Exercise aim: Among the entries below, find every line that contains the string "McCovey", then copy it.

Extracted material:
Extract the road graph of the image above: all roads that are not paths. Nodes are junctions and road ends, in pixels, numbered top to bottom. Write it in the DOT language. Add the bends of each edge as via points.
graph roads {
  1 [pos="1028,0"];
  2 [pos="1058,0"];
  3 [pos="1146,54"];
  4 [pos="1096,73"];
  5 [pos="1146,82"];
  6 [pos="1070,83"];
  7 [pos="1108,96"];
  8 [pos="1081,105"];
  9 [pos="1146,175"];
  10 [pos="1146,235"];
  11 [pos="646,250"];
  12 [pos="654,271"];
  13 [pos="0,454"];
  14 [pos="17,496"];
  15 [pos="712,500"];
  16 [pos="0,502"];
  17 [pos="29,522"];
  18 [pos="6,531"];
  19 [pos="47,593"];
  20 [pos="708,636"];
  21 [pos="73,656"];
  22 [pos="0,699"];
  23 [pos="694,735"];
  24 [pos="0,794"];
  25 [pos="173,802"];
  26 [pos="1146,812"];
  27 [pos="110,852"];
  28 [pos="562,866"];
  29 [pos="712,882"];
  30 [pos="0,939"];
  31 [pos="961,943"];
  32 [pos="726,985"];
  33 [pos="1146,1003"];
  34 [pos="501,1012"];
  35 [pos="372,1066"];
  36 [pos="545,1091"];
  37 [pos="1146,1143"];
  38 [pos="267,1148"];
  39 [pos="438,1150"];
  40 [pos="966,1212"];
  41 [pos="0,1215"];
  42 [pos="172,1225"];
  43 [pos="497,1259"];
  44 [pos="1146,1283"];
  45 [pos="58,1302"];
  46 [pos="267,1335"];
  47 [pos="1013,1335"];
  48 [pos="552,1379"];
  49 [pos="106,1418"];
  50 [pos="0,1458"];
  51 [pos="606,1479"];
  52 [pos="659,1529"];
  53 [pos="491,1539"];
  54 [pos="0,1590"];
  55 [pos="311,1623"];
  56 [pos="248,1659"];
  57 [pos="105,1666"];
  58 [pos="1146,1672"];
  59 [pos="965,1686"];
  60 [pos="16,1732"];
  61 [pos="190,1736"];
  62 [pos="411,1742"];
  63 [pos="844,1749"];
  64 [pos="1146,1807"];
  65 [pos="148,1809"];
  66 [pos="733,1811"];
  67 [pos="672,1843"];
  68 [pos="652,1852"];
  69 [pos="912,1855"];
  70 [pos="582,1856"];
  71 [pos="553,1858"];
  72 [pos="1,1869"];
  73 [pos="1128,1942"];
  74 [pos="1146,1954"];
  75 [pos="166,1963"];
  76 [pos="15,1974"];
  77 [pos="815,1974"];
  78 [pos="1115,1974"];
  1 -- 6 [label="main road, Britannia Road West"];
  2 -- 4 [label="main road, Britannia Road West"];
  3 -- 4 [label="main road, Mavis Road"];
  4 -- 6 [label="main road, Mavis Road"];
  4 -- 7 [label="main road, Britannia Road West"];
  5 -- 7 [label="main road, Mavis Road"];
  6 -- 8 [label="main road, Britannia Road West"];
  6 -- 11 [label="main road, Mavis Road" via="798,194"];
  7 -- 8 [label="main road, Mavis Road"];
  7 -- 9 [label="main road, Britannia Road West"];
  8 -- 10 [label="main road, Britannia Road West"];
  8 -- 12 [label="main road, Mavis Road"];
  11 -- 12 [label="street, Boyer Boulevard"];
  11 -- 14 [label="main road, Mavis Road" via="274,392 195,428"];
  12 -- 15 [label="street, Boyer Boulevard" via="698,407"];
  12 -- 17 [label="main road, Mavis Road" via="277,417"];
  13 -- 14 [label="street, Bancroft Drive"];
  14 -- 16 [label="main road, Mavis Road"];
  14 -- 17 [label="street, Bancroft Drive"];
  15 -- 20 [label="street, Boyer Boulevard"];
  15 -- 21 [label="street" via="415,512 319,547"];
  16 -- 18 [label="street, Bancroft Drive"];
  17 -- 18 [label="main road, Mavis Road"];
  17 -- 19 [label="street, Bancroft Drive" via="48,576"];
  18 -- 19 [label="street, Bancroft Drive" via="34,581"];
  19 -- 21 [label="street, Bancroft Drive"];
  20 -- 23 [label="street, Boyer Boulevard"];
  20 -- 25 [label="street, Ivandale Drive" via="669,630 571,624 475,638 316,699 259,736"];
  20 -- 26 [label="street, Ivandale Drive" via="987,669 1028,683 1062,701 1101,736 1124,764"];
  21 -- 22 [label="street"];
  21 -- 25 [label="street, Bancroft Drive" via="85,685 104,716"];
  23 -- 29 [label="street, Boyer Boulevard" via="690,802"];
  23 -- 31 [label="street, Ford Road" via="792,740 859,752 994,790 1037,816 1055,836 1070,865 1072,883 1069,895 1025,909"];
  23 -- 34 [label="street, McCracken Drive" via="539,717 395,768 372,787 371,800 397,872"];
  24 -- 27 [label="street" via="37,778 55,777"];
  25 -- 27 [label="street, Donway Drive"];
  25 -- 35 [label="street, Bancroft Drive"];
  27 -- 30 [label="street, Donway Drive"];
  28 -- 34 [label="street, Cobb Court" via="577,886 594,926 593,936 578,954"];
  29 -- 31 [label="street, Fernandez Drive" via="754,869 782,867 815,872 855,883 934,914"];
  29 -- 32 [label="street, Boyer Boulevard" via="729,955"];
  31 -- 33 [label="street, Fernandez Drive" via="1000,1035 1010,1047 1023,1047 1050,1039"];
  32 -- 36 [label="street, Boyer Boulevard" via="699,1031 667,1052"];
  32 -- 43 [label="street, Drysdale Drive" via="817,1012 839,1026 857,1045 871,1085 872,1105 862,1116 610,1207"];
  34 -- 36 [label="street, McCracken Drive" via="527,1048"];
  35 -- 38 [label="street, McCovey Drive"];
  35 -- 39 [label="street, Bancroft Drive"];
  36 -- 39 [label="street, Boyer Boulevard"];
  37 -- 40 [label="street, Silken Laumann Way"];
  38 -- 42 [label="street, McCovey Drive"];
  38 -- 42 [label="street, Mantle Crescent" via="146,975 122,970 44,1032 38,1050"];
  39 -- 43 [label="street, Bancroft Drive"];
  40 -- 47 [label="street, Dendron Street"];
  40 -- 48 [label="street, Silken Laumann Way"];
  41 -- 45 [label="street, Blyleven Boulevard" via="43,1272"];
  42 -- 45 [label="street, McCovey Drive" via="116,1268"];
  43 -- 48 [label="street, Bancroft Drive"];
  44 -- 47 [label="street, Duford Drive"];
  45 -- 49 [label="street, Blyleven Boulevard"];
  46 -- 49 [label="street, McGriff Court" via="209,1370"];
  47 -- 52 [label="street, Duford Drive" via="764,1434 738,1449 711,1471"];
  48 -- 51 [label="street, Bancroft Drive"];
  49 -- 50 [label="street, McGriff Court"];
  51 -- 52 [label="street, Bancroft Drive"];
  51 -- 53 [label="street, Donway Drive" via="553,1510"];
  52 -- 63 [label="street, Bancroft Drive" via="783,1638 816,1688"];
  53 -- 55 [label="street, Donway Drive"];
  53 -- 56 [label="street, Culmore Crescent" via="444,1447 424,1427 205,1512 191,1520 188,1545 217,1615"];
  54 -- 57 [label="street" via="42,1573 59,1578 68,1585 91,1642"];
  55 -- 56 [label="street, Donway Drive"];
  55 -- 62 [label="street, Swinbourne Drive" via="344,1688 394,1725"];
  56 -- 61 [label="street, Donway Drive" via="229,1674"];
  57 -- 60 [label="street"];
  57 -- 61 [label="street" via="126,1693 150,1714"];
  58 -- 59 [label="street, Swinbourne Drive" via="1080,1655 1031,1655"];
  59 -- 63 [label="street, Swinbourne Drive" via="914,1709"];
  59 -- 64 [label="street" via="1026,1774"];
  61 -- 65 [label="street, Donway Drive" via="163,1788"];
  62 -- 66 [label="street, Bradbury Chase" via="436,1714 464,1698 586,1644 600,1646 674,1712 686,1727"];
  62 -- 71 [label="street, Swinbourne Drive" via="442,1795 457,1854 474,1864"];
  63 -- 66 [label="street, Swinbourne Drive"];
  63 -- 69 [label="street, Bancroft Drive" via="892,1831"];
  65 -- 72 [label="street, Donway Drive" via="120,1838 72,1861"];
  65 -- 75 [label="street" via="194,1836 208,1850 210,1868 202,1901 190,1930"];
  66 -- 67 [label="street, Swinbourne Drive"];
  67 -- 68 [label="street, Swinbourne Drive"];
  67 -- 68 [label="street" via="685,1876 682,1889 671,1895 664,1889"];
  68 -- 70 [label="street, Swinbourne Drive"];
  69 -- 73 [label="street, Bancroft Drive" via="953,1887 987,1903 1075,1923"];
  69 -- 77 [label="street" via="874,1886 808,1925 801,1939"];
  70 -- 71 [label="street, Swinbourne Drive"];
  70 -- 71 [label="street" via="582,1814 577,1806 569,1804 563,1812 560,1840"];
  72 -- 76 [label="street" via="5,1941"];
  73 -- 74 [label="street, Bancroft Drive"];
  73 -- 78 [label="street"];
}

Solution below:
  35 -- 38 [label="street, McCovey Drive"];
  38 -- 42 [label="street, McCovey Drive"];
  42 -- 45 [label="street, McCovey Drive" via="116,1268"];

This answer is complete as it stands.